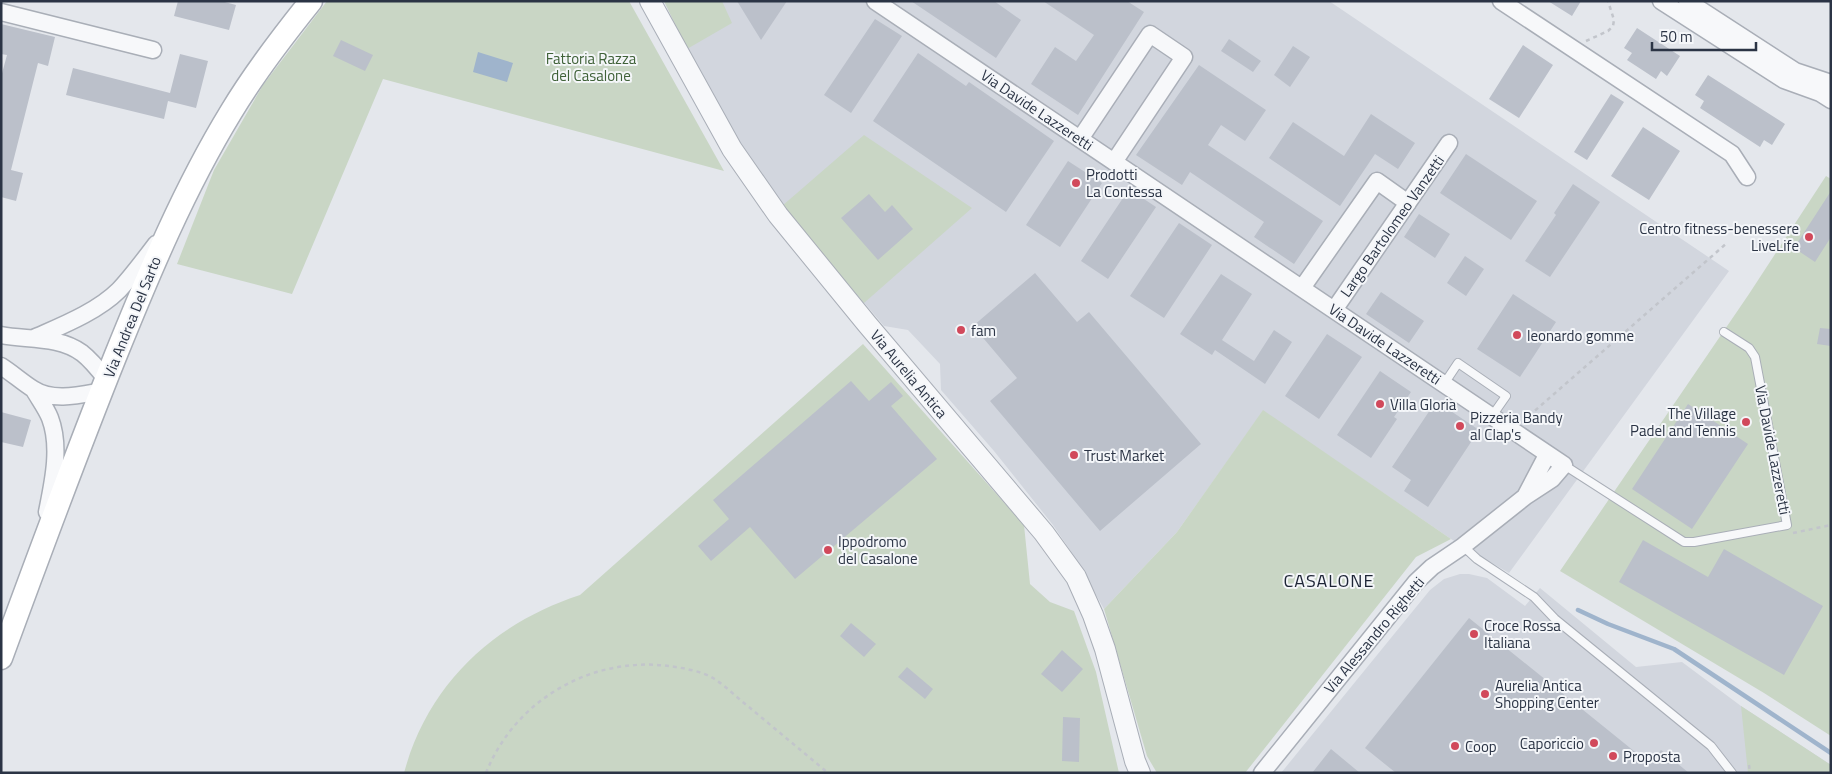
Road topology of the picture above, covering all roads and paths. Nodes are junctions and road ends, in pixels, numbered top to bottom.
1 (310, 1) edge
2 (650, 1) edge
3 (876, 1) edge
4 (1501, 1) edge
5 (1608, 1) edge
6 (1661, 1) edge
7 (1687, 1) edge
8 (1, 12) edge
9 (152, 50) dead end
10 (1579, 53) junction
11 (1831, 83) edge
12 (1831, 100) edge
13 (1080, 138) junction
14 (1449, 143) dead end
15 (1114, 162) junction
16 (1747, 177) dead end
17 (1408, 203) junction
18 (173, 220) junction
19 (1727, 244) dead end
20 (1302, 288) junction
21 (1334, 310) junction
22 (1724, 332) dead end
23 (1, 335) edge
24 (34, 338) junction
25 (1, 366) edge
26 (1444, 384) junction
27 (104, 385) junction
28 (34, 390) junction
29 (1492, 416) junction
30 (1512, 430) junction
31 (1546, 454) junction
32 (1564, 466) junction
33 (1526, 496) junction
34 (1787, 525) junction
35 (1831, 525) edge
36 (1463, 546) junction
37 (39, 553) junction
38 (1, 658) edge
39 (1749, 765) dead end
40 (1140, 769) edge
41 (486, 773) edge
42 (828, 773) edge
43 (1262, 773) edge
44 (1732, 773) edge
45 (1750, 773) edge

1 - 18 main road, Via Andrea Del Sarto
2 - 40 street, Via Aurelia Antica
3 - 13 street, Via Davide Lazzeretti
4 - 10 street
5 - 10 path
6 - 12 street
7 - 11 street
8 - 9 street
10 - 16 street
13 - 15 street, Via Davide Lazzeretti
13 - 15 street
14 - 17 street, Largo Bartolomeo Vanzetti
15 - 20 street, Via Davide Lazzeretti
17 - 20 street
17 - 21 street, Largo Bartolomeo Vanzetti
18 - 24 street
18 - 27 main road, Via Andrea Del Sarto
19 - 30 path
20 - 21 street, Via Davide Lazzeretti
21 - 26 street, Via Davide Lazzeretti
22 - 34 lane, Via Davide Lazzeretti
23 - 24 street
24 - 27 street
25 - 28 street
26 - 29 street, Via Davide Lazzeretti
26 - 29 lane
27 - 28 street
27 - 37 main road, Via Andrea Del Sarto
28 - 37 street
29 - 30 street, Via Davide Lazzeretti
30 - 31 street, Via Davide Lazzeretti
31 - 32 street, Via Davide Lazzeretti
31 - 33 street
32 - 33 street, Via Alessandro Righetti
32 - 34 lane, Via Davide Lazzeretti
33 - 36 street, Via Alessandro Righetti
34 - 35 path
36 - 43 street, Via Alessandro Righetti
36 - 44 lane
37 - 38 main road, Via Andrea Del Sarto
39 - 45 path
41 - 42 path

= = =

The expected answer is a copy of each line in the records that holds the word "Vanzetti".

14 - 17 street, Largo Bartolomeo Vanzetti
17 - 21 street, Largo Bartolomeo Vanzetti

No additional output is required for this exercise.